Assignment »
If a line of the data below contains the string "points", count it, then state the total alone.

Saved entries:
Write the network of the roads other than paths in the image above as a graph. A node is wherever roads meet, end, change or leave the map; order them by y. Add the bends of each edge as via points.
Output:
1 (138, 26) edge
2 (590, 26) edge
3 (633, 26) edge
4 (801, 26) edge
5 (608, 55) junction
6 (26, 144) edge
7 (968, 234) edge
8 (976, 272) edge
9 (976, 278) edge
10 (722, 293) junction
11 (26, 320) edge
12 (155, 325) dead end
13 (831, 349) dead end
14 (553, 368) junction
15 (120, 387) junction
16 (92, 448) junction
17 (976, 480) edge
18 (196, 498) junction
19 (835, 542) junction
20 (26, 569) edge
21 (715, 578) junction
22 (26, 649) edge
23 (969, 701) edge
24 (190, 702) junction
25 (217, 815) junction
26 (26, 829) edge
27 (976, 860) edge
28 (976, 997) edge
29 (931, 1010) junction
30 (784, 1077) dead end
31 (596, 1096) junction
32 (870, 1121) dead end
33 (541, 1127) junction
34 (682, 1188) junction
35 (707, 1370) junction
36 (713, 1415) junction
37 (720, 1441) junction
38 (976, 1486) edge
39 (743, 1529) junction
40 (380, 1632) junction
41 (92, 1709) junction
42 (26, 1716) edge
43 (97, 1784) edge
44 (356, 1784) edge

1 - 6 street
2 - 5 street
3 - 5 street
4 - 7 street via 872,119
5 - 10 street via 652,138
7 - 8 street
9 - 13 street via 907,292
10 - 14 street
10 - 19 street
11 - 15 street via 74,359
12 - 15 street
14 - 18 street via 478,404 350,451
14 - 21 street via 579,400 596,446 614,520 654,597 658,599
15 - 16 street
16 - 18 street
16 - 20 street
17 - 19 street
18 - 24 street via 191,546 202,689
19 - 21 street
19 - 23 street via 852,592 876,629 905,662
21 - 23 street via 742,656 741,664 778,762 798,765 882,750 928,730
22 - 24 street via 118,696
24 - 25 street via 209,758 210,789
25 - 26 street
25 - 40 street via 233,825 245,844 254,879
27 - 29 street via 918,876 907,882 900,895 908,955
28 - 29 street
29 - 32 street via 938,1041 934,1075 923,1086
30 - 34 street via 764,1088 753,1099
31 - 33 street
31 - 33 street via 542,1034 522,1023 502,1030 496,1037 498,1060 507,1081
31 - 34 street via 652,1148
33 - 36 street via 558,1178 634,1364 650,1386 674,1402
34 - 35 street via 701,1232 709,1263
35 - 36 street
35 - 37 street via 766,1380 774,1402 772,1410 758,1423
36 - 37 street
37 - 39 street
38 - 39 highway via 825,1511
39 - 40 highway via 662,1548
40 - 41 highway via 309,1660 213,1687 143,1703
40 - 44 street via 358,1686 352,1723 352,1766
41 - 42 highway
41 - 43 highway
==
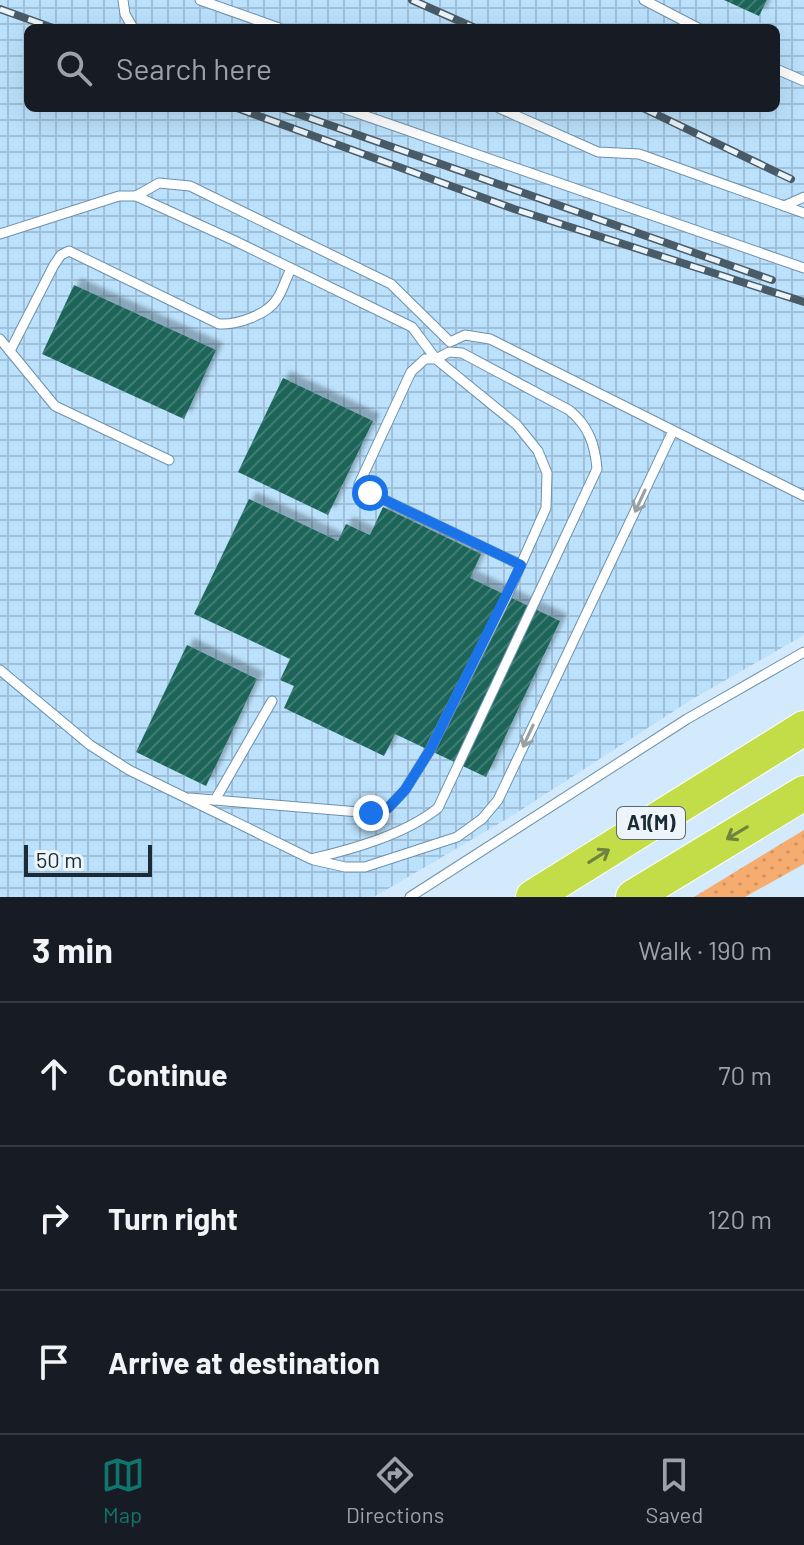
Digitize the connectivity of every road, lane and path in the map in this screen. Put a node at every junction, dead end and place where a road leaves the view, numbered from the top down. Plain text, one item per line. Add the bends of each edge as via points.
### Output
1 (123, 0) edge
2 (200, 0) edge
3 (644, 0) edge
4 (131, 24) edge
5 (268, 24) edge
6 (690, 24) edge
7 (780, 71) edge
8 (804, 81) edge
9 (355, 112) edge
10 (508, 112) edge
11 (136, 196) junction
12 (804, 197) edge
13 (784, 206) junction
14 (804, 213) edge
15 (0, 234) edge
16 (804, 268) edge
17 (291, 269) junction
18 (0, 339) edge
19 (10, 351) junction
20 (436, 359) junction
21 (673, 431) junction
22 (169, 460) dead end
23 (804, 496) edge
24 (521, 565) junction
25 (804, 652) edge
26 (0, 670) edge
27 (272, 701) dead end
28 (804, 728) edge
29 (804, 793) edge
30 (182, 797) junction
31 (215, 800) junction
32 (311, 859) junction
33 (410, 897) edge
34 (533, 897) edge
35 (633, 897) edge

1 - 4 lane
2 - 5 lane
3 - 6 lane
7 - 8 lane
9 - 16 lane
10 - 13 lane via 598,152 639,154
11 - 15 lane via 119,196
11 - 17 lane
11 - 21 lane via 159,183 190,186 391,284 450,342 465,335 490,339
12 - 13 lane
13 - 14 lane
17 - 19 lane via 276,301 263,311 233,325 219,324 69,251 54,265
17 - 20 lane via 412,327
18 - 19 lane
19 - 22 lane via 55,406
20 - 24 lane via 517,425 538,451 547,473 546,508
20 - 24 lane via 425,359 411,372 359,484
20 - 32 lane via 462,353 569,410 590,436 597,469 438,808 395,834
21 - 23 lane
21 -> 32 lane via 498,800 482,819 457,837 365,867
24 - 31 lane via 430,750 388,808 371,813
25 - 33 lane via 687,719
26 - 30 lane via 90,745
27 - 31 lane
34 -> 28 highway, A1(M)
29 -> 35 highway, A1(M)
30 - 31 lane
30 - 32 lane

Reply to the exercise »
2